(Dataset entries)
____________
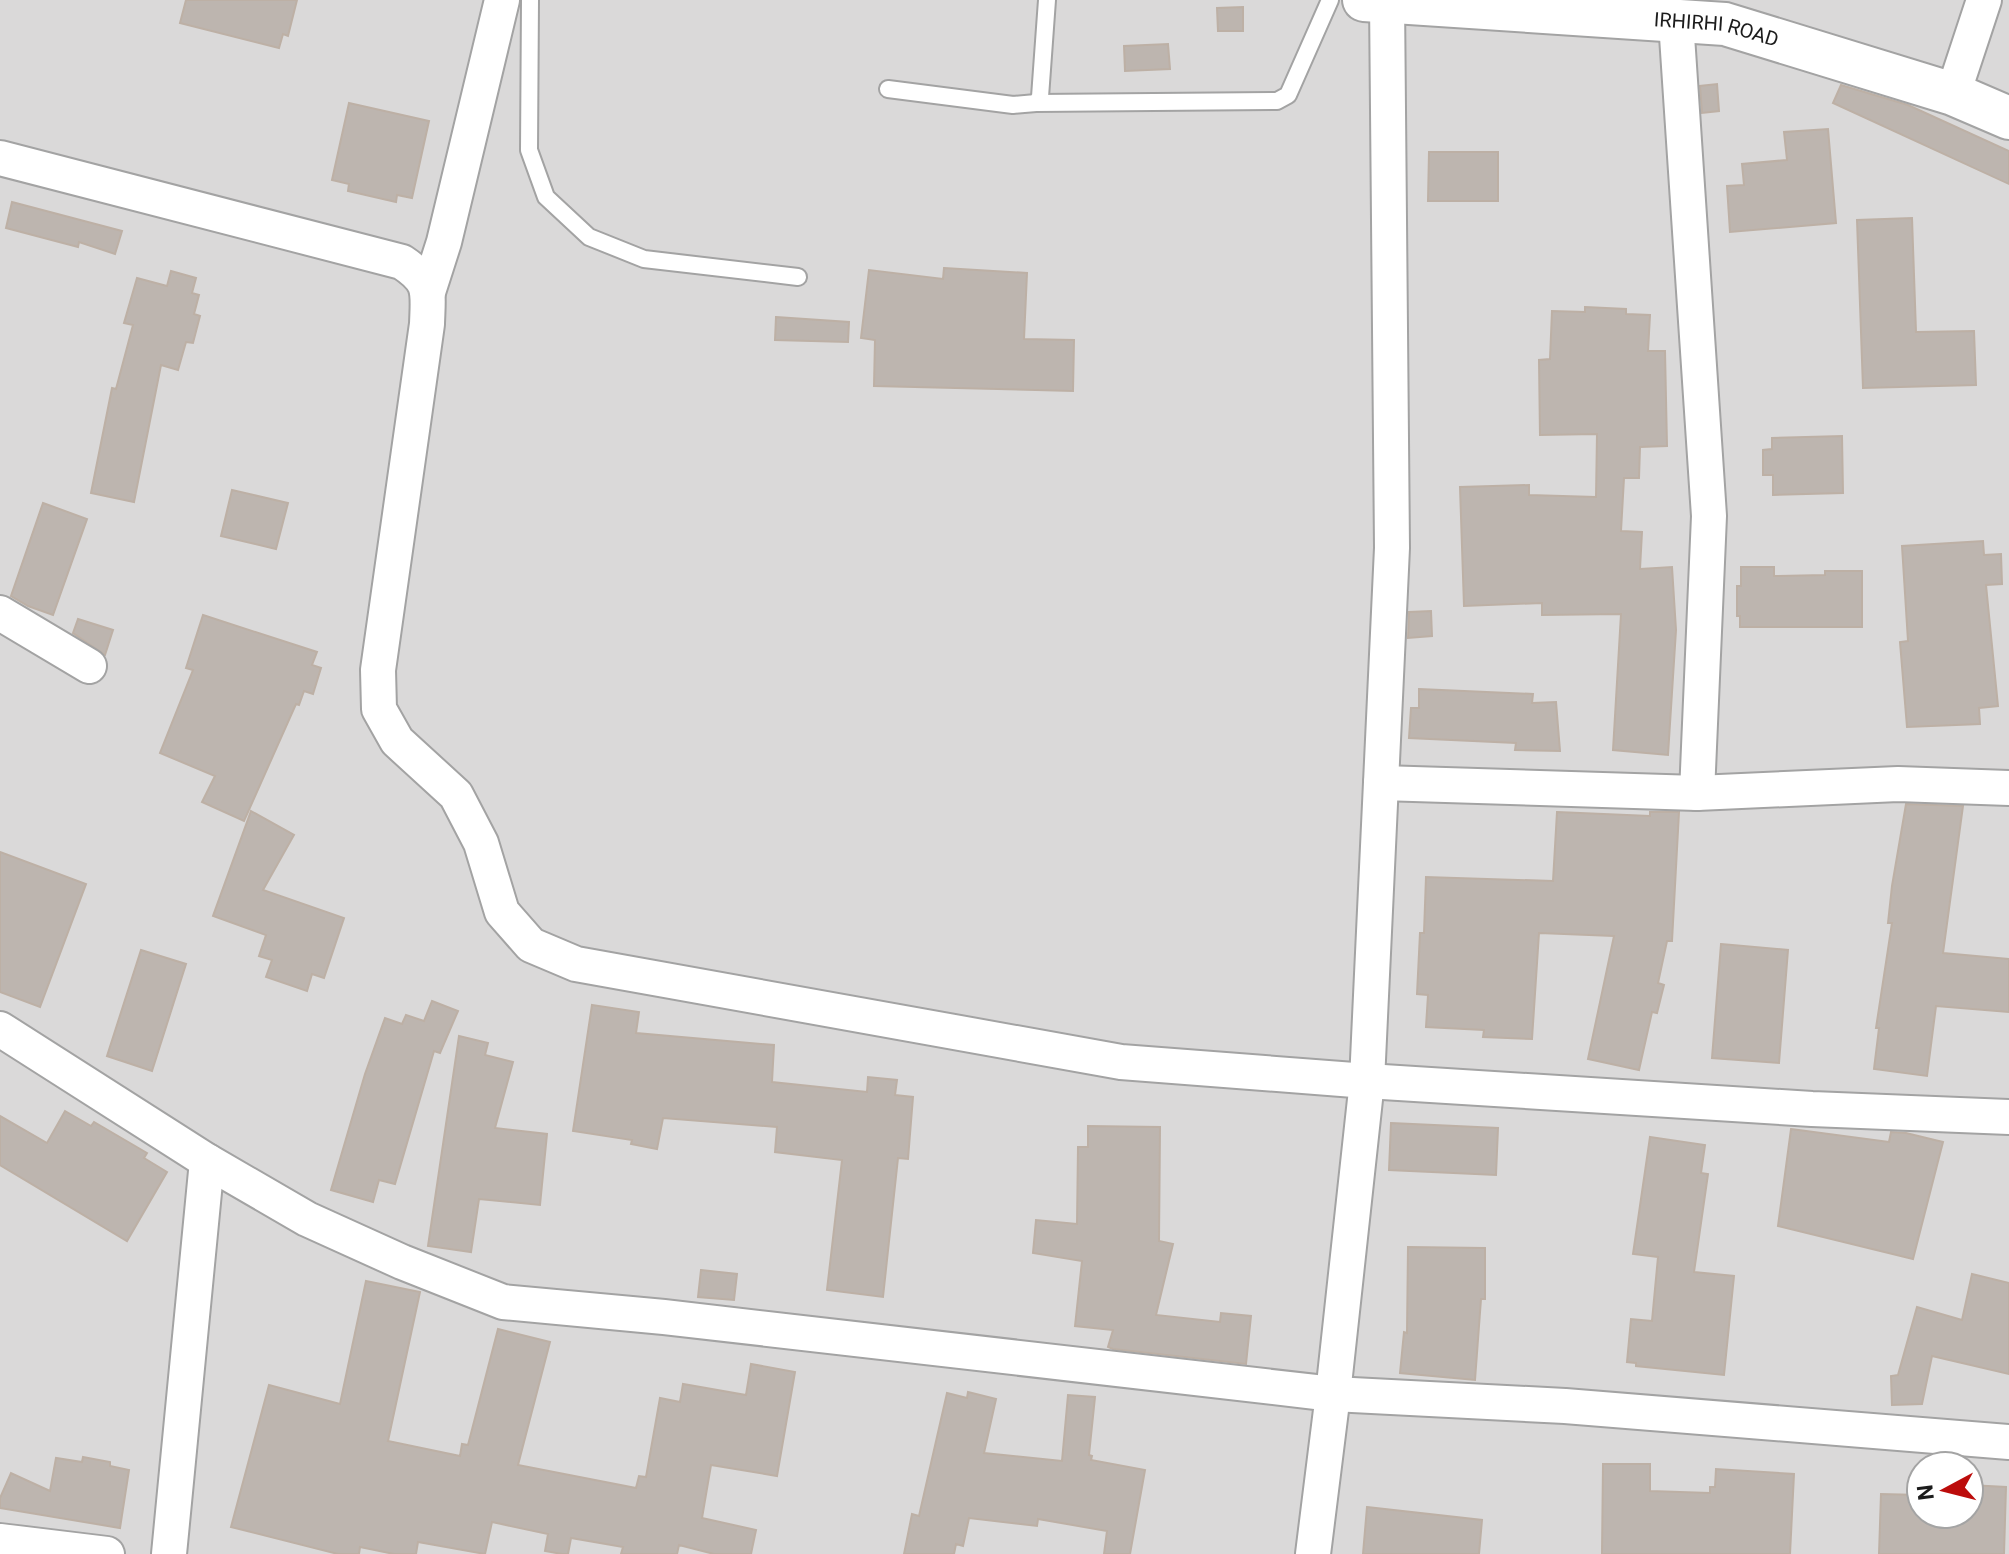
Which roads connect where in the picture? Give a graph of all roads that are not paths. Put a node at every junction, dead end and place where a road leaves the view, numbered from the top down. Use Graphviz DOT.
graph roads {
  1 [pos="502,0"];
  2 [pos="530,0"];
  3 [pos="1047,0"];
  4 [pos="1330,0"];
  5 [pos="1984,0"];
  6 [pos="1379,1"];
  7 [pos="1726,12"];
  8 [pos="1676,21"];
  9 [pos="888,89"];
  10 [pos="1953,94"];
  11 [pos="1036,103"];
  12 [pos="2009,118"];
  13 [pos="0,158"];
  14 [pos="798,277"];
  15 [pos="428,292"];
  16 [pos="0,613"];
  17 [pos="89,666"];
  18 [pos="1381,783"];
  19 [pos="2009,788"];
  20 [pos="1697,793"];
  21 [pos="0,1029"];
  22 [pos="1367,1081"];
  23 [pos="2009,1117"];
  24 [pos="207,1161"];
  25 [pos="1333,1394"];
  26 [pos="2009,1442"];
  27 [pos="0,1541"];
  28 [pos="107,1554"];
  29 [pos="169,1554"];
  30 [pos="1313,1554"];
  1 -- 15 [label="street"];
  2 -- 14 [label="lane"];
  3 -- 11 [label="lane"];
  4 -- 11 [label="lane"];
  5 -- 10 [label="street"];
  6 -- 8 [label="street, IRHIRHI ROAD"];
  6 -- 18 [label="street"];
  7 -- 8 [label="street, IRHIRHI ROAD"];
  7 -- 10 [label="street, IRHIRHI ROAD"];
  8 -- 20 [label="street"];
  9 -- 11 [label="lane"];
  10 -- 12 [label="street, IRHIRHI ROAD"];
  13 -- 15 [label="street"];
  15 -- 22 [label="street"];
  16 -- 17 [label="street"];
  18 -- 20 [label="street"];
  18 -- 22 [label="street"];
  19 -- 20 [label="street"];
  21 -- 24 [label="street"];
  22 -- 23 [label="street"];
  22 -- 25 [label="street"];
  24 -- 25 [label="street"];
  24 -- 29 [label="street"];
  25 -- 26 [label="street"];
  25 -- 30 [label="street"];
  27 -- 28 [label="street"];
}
____________
**Work order**: Send back the entries above exactly. Skip the images.

**Exercise result**:
Which roads connect where in the picture? Give a graph of all roads that are not paths. Put a node at every junction, dead end and place where a road leaves the view, numbered from the top down. Use Graphviz DOT.
graph roads {
  1 [pos="502,0"];
  2 [pos="530,0"];
  3 [pos="1047,0"];
  4 [pos="1330,0"];
  5 [pos="1984,0"];
  6 [pos="1379,1"];
  7 [pos="1726,12"];
  8 [pos="1676,21"];
  9 [pos="888,89"];
  10 [pos="1953,94"];
  11 [pos="1036,103"];
  12 [pos="2009,118"];
  13 [pos="0,158"];
  14 [pos="798,277"];
  15 [pos="428,292"];
  16 [pos="0,613"];
  17 [pos="89,666"];
  18 [pos="1381,783"];
  19 [pos="2009,788"];
  20 [pos="1697,793"];
  21 [pos="0,1029"];
  22 [pos="1367,1081"];
  23 [pos="2009,1117"];
  24 [pos="207,1161"];
  25 [pos="1333,1394"];
  26 [pos="2009,1442"];
  27 [pos="0,1541"];
  28 [pos="107,1554"];
  29 [pos="169,1554"];
  30 [pos="1313,1554"];
  1 -- 15 [label="street"];
  2 -- 14 [label="lane"];
  3 -- 11 [label="lane"];
  4 -- 11 [label="lane"];
  5 -- 10 [label="street"];
  6 -- 8 [label="street, IRHIRHI ROAD"];
  6 -- 18 [label="street"];
  7 -- 8 [label="street, IRHIRHI ROAD"];
  7 -- 10 [label="street, IRHIRHI ROAD"];
  8 -- 20 [label="street"];
  9 -- 11 [label="lane"];
  10 -- 12 [label="street, IRHIRHI ROAD"];
  13 -- 15 [label="street"];
  15 -- 22 [label="street"];
  16 -- 17 [label="street"];
  18 -- 20 [label="street"];
  18 -- 22 [label="street"];
  19 -- 20 [label="street"];
  21 -- 24 [label="street"];
  22 -- 23 [label="street"];
  22 -- 25 [label="street"];
  24 -- 25 [label="street"];
  24 -- 29 [label="street"];
  25 -- 26 [label="street"];
  25 -- 30 [label="street"];
  27 -- 28 [label="street"];
}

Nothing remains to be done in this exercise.